Les Parisiens ont donné aux tentatives de détourner le sens de la manifestation la seule réponse possible, la démonstration par le ridicule : 20 à 30.000 personnes sous la bannière de SOS racisme, quelques centaines (à peine 150 selon quelques observateurs) dans le deuxième cortège. Le Monde préfère expliquer que « reconnaissant l'impossibilité pour elles d'être totalement absentes de la grande réaction de rue aux récentes profanations de tombes juives, le MRAP et la LDH ainsi que la Ligue communiste révolutionnaire (LCR) et les Verts, ont fait le choix d'une présence symbolique en fin de cortège et d'une dispersion avant son terme ». Interprétation démentie par le communiqué des Verts (http://www.lesverts.fr/article.php3?id_article=1410) qui ne laisse aucun doute sur l’humeur batailleuse de cette organisation : « Mais cette manifestation peut être l’objet de dérives : danger de présence d’extrémistes s’en prenant au MRAP, voire aux Verts... danger d’un dévoiement de la manifestation vers un soutien à l’état d’Israël et vers la stigmatisation des jeunes d’origine maghrébine. Il est donc important qu’un maximum de Verts soit présent pour avec les militants de la LDH, du MRAP, du Groupe des 10, du PC, de la LCR... élargir la tonalité de la manifestation », comme elle est démentie par le communiqué commun de ces associations : « Contre l’antisémitisme, contre tous les racismes et contre toutes les discriminations, nous ferons du 16 mai 2004 la répétition d’une prochaine initiative encore plus forte et encore plus unitaire ».

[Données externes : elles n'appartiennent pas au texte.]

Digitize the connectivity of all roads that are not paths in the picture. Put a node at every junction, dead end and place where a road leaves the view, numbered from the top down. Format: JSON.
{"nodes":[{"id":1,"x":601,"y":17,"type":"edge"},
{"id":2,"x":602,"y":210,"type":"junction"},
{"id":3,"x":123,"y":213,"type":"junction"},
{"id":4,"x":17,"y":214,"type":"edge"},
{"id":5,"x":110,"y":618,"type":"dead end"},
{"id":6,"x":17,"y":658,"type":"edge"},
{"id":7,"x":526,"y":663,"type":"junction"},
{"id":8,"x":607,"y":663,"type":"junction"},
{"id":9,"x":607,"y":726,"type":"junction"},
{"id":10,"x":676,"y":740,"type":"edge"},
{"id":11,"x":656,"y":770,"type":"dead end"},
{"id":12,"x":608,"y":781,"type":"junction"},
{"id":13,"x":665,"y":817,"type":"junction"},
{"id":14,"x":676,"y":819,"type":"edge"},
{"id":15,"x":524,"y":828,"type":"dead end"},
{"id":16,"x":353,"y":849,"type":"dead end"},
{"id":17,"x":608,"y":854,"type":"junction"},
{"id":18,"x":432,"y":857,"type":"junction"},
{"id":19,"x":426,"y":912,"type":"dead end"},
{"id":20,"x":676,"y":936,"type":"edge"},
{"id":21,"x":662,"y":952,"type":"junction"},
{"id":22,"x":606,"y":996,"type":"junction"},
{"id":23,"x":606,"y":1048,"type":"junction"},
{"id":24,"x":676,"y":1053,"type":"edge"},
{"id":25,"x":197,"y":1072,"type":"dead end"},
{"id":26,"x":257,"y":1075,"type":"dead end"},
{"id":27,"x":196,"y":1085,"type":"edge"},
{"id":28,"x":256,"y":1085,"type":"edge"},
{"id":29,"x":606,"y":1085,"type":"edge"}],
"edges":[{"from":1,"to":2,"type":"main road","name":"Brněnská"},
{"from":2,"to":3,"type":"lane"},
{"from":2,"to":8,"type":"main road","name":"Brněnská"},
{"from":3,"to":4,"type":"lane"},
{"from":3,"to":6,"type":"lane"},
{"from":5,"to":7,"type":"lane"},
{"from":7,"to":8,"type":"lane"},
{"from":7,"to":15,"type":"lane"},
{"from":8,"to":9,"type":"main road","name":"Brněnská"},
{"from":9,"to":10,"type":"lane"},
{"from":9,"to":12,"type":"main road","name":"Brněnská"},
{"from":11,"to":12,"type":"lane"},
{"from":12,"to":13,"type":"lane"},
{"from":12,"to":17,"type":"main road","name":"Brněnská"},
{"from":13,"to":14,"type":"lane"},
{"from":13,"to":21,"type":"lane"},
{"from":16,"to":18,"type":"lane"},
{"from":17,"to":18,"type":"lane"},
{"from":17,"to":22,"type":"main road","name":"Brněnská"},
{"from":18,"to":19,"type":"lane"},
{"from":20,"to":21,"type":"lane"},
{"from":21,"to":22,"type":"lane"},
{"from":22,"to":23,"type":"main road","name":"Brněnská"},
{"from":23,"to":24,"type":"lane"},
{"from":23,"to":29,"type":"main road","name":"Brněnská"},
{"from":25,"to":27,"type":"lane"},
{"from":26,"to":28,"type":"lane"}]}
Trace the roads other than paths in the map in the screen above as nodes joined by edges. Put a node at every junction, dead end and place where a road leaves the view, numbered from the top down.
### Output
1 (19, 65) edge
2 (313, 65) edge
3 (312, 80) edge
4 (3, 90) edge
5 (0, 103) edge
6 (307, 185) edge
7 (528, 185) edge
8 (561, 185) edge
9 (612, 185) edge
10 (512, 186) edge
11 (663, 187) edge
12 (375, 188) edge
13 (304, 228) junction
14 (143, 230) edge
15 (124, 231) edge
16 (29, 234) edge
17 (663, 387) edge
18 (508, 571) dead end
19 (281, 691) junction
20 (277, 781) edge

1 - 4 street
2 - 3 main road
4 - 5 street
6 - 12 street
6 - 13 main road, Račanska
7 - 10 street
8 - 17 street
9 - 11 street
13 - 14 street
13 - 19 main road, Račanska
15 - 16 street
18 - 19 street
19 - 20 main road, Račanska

Le commentaire de Jean-Christophe CAMBADELIS, député socialiste, dans le Figaro du 17 mai 2004, devant ce qu’il nomme « la cote d'alerte de la confusion à gauche » - qui a été atteinte, dit-il avec l’enrôlement de Maurice RAJFUS dans une liste Europalestine aux côtés de Dieudonné – est à cet égard cinglant : « La gauche oscille entre le soutien à la deuxième Intifada comme préalable à toute réelle lutte antisémite et le renvoi de chacun dos à dos. Ce désengagement au nom des blessures du monde devient le paravent de l'indifférence. Qui accepterait de subordonner la réprobation d'actes anti-Maghrébins à la condamnation du Hamas ou du Hezbollah ? Cela n'a pas de sens. Nous sommes antiracistes sans condition. La gauche doit distinguer une position de principe, le refus de l'antisémitisme, et le débat politique au Proche-Orient. Sur ce dernier point, elle se doit de soutenir le chemin de la paix. Mais elle devrait le faire en sachant que l'on ne peut réclamer la paix en prononçant des mots de guerre contre l'une ou l'autre partie ».


Où était Noël MAMERE quand il a été pris à parti ? Entre les deux cortèges selon les uns, sur la place de la République selon d’autres. Finalement, peu importe, cette agression était aussi injustifiable que le communiqué de son mouvement.